Rapat Koordinasi Teknis (Rakornis) Sejarah TNI Tahun 2026 diselenggarakan pada hari Rabu, 4 Maret 2026, mulai pukul 08.00 WITA hingga selesai, bertempat di Balairung Pahlawan Museum Satria Mandala, Jalan Gatot Subroto No. 14 Jakarta Selatan, serta dilaksanakan secara daring.

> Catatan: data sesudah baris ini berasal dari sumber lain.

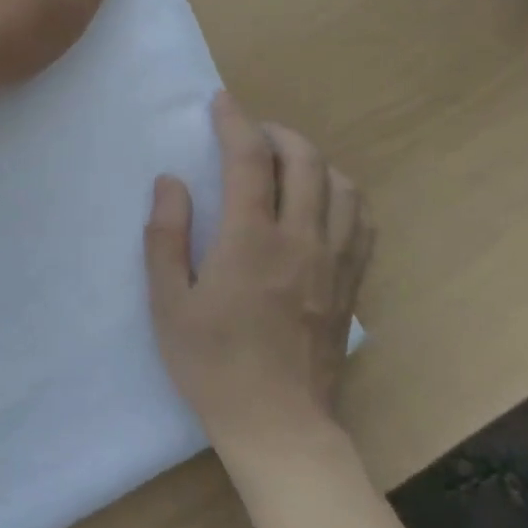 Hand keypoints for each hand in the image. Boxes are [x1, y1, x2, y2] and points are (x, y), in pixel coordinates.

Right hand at [145, 93, 372, 461]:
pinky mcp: (352, 284)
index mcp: (250, 240)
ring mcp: (335, 261)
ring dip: (314, 160)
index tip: (220, 102)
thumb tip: (171, 182)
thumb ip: (165, 236)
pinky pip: (362, 221)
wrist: (279, 426)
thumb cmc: (213, 365)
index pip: (250, 158)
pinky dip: (344, 195)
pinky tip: (324, 202)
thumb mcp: (168, 304)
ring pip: (342, 185)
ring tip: (287, 163)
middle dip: (277, 131)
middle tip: (250, 132)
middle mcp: (301, 239)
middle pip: (305, 159)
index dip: (234, 120) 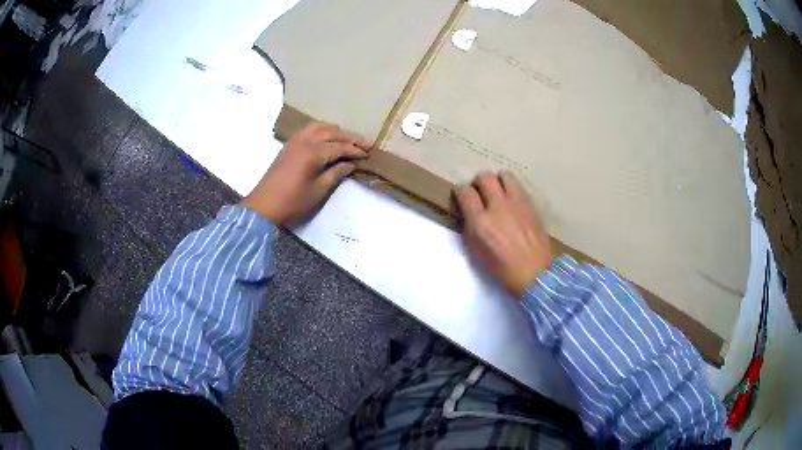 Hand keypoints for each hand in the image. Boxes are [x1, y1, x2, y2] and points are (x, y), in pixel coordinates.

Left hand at [243, 122, 370, 224]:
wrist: (263, 206)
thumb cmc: (292, 202)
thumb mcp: (318, 192)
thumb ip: (335, 174)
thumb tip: (350, 164)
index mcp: (313, 153)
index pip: (339, 147)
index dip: (355, 150)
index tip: (368, 154)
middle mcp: (304, 142)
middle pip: (331, 133)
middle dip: (349, 137)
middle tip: (365, 143)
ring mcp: (295, 141)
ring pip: (319, 127)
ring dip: (335, 130)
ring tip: (347, 138)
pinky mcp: (288, 145)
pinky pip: (308, 130)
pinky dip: (321, 130)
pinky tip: (327, 138)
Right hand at [455, 171, 553, 297]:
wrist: (535, 272)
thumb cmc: (502, 268)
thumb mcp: (476, 252)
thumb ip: (469, 228)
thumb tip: (469, 213)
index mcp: (481, 222)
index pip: (465, 192)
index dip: (460, 191)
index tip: (461, 196)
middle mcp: (498, 206)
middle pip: (484, 177)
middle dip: (478, 182)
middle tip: (479, 192)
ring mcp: (517, 203)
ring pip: (504, 175)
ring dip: (497, 181)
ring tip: (497, 192)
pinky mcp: (531, 204)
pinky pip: (518, 186)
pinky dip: (511, 188)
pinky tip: (512, 202) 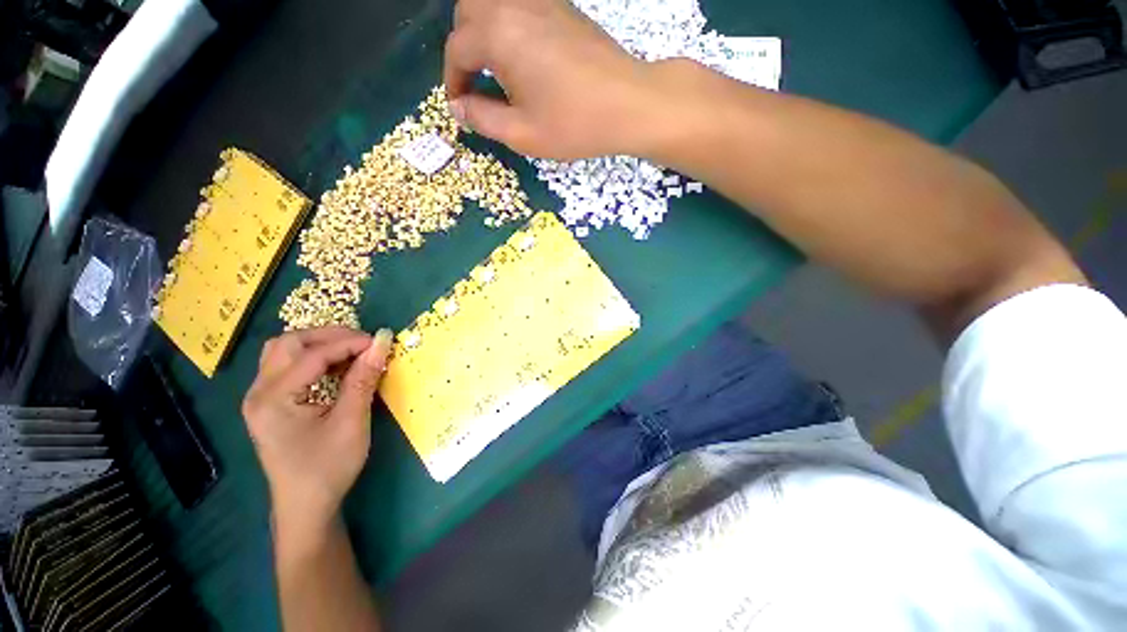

Kegiatan ini diikuti oleh para Kadisjarah Kotama TNI dan Kabintaljarah jajaran Kotama, sebagai forum koordinasi dalam memperkuat peran dan fungsi kesejarahan di lingkungan TNI.
Rapat koordinasi ini mengusung tema “Pusjarah TNI Siap Mewujudkan Sejarawan TNI yang Prima untuk Indonesia Maju dan Berdaulat”, yang menegaskan komitmen Pusat Sejarah TNI dalam meningkatkan profesionalisme serta kualitas sumber daya manusia di bidang kesejarahan militer.
Kegiatan dibuka dengan menyanyikan lagu kebangsaan Indonesia Raya, dilanjutkan dengan pembacaan doa sebagai bentuk ungkapan syukur atas terselenggaranya kegiatan tersebut. Selanjutnya, Ketua Panitia menyampaikan sambutan sekaligus laporan mengenai tujuan dan pelaksanaan kegiatan Rakornis Sejarah TNI Tahun 2026.
Sambutan berikutnya disampaikan oleh Aspers Panglima TNI yang diwakili oleh Wakapusjarah TNI Kolonel Sus Gerardus Maliti, mewakili Kapusjarah TNI Brigjen TNI Stefie Janje Nuhujanan, S.IP. Dalam sambutannya disampaikan bahwa peran sejarah TNI memiliki nilai strategis, tidak hanya sebagai catatan perjalanan institusi, tetapi juga sebagai sumber pembelajaran, inspirasi, dan identitas perjuangan bangsa.
Kegiatan kemudian dilanjutkan dengan sesi ceramah ilmiah yang disampaikan oleh Prof. Susanto Zuhdi, M.Hum dengan topik “Pengembangan Sumber Daya Sejarawan TNI untuk Mewujudkan Sejarawan TNI yang Profesional Demi Terwujudnya Indonesia yang Maju dan Berdaulat.” Dalam pemaparannya, beliau menekankan pentingnya peningkatan kualitas sumber daya manusia di bidang kesejarahan, serta perlunya kolaborasi antara TNI dengan perguruan tinggi, lembaga pendidikan, dan berbagai institusi lainnya dalam pengembangan kajian sejarah.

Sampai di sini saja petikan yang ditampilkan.